Records provided:
_ _ _ _ _
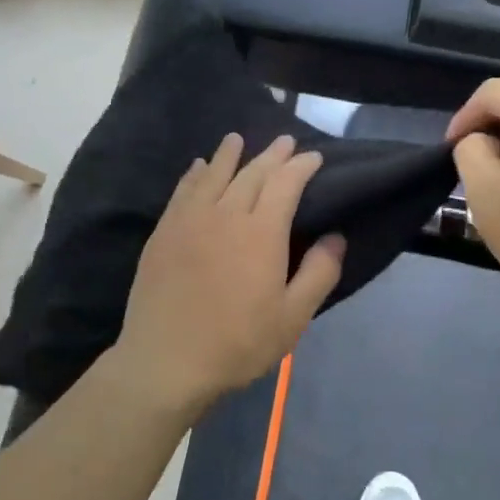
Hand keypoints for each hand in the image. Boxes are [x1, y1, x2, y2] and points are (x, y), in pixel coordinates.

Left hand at [112, 133, 345, 415]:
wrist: (166, 360)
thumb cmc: (237, 343)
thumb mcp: (292, 318)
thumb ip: (319, 273)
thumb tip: (335, 236)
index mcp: (261, 232)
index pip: (285, 184)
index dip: (301, 166)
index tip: (314, 157)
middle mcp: (225, 214)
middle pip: (251, 173)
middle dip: (272, 155)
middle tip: (285, 141)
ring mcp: (189, 220)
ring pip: (213, 175)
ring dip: (229, 154)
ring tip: (237, 139)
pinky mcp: (163, 233)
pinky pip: (182, 191)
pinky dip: (194, 175)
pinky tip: (197, 167)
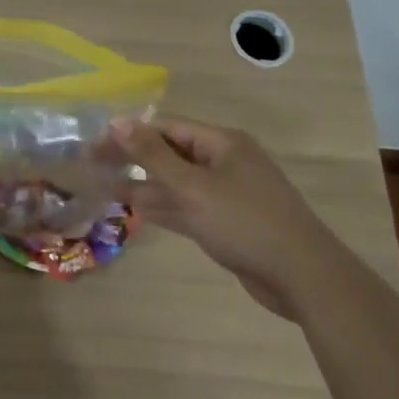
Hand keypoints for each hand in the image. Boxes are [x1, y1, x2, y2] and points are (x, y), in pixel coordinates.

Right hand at [110, 115, 325, 316]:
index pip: (165, 127)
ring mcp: (227, 193)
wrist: (304, 277)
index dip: (129, 134)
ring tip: (105, 187)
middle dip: (134, 159)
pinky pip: (188, 206)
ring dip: (144, 185)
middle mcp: (224, 161)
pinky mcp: (228, 222)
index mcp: (221, 142)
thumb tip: (117, 122)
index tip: (95, 147)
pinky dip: (163, 207)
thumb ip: (152, 155)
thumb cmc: (245, 222)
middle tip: (94, 167)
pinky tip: (135, 209)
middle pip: (170, 152)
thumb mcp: (193, 187)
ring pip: (177, 182)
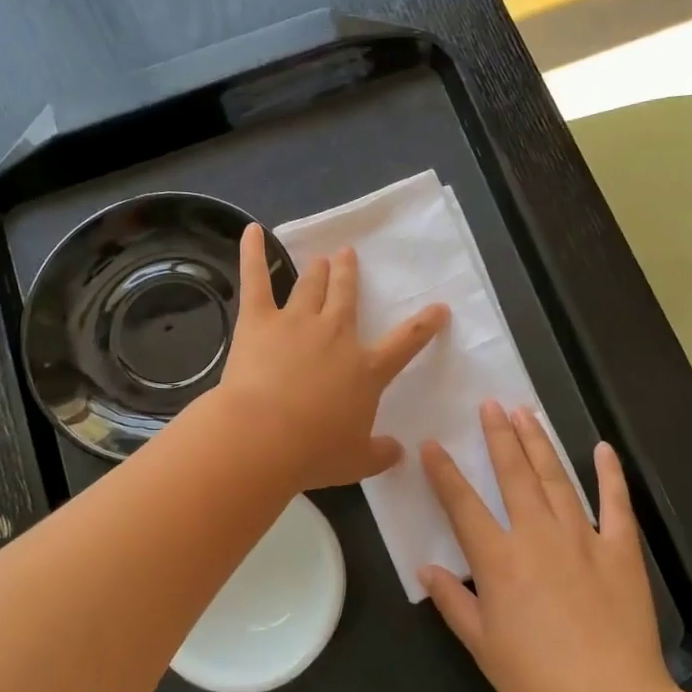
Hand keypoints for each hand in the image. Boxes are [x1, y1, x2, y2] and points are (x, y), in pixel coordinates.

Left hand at [219, 224, 448, 489]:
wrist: (264, 438)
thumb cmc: (313, 452)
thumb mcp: (356, 461)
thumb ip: (380, 454)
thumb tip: (399, 452)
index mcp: (366, 368)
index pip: (406, 342)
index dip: (425, 325)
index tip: (439, 308)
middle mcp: (336, 335)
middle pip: (347, 296)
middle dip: (349, 274)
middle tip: (347, 256)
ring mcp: (298, 322)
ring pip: (311, 286)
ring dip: (317, 270)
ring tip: (320, 258)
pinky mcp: (259, 320)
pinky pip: (256, 279)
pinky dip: (252, 253)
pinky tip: (252, 231)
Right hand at [420, 402, 671, 691]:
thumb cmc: (538, 679)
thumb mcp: (483, 646)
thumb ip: (453, 602)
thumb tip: (426, 569)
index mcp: (499, 560)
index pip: (463, 505)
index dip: (444, 472)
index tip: (432, 444)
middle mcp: (537, 535)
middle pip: (514, 474)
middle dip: (499, 436)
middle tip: (490, 404)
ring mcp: (582, 537)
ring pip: (556, 478)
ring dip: (539, 443)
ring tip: (526, 413)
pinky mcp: (620, 548)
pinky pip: (615, 503)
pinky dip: (609, 474)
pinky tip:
_ _ _ _ _
To do: Beginning with the line that holds "index pip: (463, 505)", please return every line through the end of the data, exactly as written.

Task result:
index pip: (463, 505)
index dip: (444, 472)
index tip: (432, 444)
middle mcp: (537, 535)
middle pip: (514, 474)
middle dip: (499, 436)
middle tip: (490, 404)
ring mcp: (582, 537)
ring pip: (556, 478)
ring dip: (539, 443)
ring tip: (526, 413)
pinky mcp: (620, 548)
pinky pip: (615, 503)
pinky dip: (609, 474)
pinky tip:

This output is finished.